Page:Revue des Deux Mondes - 1875 - tome 7.djvu/956

Le texte de cette page a été corrigé et est conforme au fac-similé.

Il semble que dans les derniers jours de novembre le duc de La Torre ait conçu de tardives inquiétudes, qu’il ait eu un réveil subit. Lorsqu’il partit inopinément de Madrid pour aller prendre en personne le commandement de l’armée du nord, cette résolution lui fut inspirée par des avis menaçans qu’il avait reçus. Le parti alphonsiste entretenait avec plusieurs généraux des intelligences qui n’étaient un secret pour personne ; on parlait sans trop de mystère d’un prochain pronunciamiento, et selon l’usage qui règne à Madrid, ville où l’on complote à ciel ouvert, on réglait d’avance le détail de l’événement, comme on règle le cérémonial d’une fête. Le maréchal espéra que, par sa présence, il retiendrait le soldat dans le devoir, et il est certain que son départ contrecarra les desseins de ses ennemis et les obligea d’en ajourner l’exécution. Ils appréhendaient de le voir remporter sur les carlistes un avantage signalé, et regagner ainsi des chances et les sympathies de l’armée. Ils furent bientôt rassurés. Soit qu’il fût contrarié par les rigueurs de la saison, soit qu’il balançât entre plusieurs plans de campagne, le maréchal ne fit rien, et cette inaction de trois semaines rendit cœur aux alphonsistes. Ce fut assez de l’entente des deux généraux Martinez Campos et Jovellar pour faire éclater le mouvement retardé, qui en quelques heures gagna de proche en proche avec une rapidité prodigieuse. Toute l’armée s’y associa, et l’on put dire, en employant la parole de Tacite, « que l’audacieuse entreprise ne rencontra point d’obstacles, que peu la conçurent, qu’un plus grand nombre la désirait, que tous la souffrirent. »

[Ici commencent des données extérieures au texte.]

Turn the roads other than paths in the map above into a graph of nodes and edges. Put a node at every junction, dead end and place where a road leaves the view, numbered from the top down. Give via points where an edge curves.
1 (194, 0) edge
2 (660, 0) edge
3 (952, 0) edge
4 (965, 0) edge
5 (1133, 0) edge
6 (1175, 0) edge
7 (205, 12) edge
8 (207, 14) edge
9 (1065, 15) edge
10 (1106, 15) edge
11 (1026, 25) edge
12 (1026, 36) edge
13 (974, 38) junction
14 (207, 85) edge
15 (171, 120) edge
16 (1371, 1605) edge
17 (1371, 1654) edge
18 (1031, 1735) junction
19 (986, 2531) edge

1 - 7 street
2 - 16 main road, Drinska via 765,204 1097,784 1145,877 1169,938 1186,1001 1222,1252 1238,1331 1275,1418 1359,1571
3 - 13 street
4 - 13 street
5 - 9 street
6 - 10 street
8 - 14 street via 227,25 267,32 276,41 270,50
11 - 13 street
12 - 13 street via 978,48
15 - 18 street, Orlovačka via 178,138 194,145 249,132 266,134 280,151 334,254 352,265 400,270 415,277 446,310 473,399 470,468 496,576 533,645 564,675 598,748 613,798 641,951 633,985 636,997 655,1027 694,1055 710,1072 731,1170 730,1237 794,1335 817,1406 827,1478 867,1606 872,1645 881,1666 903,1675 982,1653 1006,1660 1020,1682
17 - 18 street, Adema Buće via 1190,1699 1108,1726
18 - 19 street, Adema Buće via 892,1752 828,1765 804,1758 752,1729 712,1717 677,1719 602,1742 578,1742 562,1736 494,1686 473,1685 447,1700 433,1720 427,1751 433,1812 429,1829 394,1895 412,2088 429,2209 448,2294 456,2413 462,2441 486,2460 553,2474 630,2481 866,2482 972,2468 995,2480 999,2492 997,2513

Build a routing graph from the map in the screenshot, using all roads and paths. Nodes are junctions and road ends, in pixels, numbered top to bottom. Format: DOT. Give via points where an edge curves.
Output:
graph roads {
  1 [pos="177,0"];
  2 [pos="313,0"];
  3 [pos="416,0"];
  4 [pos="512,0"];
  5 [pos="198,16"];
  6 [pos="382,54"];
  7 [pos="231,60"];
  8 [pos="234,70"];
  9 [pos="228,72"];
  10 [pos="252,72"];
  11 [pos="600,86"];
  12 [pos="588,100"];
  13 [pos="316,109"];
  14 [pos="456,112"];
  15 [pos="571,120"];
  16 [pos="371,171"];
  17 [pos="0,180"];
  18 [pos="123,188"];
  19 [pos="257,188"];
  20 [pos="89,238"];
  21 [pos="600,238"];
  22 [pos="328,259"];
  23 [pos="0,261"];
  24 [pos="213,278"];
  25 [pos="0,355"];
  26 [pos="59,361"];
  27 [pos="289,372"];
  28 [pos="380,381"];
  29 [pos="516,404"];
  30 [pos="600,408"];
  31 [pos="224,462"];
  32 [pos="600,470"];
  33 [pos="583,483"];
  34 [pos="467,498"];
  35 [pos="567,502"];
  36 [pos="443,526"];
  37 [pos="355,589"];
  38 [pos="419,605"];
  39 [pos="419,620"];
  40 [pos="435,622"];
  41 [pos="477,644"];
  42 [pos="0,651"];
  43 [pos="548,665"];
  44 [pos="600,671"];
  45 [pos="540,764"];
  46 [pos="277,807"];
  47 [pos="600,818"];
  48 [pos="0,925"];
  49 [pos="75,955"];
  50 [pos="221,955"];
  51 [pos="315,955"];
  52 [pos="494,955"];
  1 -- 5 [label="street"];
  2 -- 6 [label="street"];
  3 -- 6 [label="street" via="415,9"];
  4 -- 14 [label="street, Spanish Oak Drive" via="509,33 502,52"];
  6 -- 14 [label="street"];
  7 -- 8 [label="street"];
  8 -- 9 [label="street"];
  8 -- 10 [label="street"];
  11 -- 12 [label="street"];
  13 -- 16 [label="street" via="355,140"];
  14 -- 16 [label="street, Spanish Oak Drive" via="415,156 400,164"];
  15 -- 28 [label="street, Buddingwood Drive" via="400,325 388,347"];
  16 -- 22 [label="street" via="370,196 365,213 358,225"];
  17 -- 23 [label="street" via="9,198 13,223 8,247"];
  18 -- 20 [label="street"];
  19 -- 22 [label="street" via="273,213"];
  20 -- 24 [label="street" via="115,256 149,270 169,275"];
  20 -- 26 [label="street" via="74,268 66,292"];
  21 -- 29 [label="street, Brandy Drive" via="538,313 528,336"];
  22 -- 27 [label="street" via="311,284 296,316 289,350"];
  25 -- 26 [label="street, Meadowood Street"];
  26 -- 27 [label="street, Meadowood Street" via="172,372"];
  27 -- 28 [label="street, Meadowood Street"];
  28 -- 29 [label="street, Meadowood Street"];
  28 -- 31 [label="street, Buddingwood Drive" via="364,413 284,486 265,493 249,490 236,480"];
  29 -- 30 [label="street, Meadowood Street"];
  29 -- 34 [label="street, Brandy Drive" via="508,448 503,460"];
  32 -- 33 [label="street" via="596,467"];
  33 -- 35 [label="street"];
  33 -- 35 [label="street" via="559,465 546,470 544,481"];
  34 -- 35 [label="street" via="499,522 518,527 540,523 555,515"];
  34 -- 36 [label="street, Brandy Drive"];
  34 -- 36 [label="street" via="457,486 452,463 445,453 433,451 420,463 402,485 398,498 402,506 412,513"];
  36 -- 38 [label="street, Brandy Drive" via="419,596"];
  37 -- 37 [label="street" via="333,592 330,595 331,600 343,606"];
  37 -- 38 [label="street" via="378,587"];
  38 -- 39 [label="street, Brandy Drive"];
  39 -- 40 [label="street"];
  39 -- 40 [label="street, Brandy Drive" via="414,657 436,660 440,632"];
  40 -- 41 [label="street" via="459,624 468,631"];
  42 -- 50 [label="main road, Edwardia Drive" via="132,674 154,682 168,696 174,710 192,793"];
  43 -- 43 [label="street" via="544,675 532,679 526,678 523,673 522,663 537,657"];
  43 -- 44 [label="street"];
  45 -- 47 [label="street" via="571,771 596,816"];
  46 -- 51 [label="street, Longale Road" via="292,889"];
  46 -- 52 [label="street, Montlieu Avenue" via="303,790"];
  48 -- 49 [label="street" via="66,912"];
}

Le duc de La Torre, qui était sur les lieux, paraît avoir reconnu sur-le-champ l’impossibilité où il était de résister à l’entraînement général. La solitude se fit en un jour autour de lui, et il se sentit glisser dans le vide. Il se résigna de bonne grâce et se hâta de rendre les armes à sa mauvaise fortune. On rapporte que, lorsqu’arrivèrent à Madrid les premières nouvelles de l’insurrection, le ministre de la puissance étrangère qui était le plus bienveillante au maréchal dit tout haut que cette levée de boucliers avorterait misérablement, qu’il suffisait d’un acte de vigueur pour en avoir raison. Il parlait encore quand une dépêche annonça que le maréchal avait résigné ses pouvoirs. Il y avait mis tant d’empressement qu’on put le soupçonner d’une entente de la dernière heure avec ses adversaires. Cet empressement s’explique mieux par le désir de n’être point traité en ennemi par les vainqueurs et de ne point se voir fermer les portes de l’Espagne. Quelques jours plus tard, à Biarritz, il ne faisait pas difficulté d’avouer qu’il aurait dû s’attendre à ce qui venait d’arriver, ajoutant que les Espagnols sont une nation monarchique et qu’il les approuvait d’être revenus à leurs princes légitimes. Au surplus il se disait à jamais dégoûté de la politique, résolu à ne plus se mêler de rien, à vivre en ermite dans ses terres d’Andalousie. L’avenir montrera ce qu’il faut penser d’un si profond désabusement.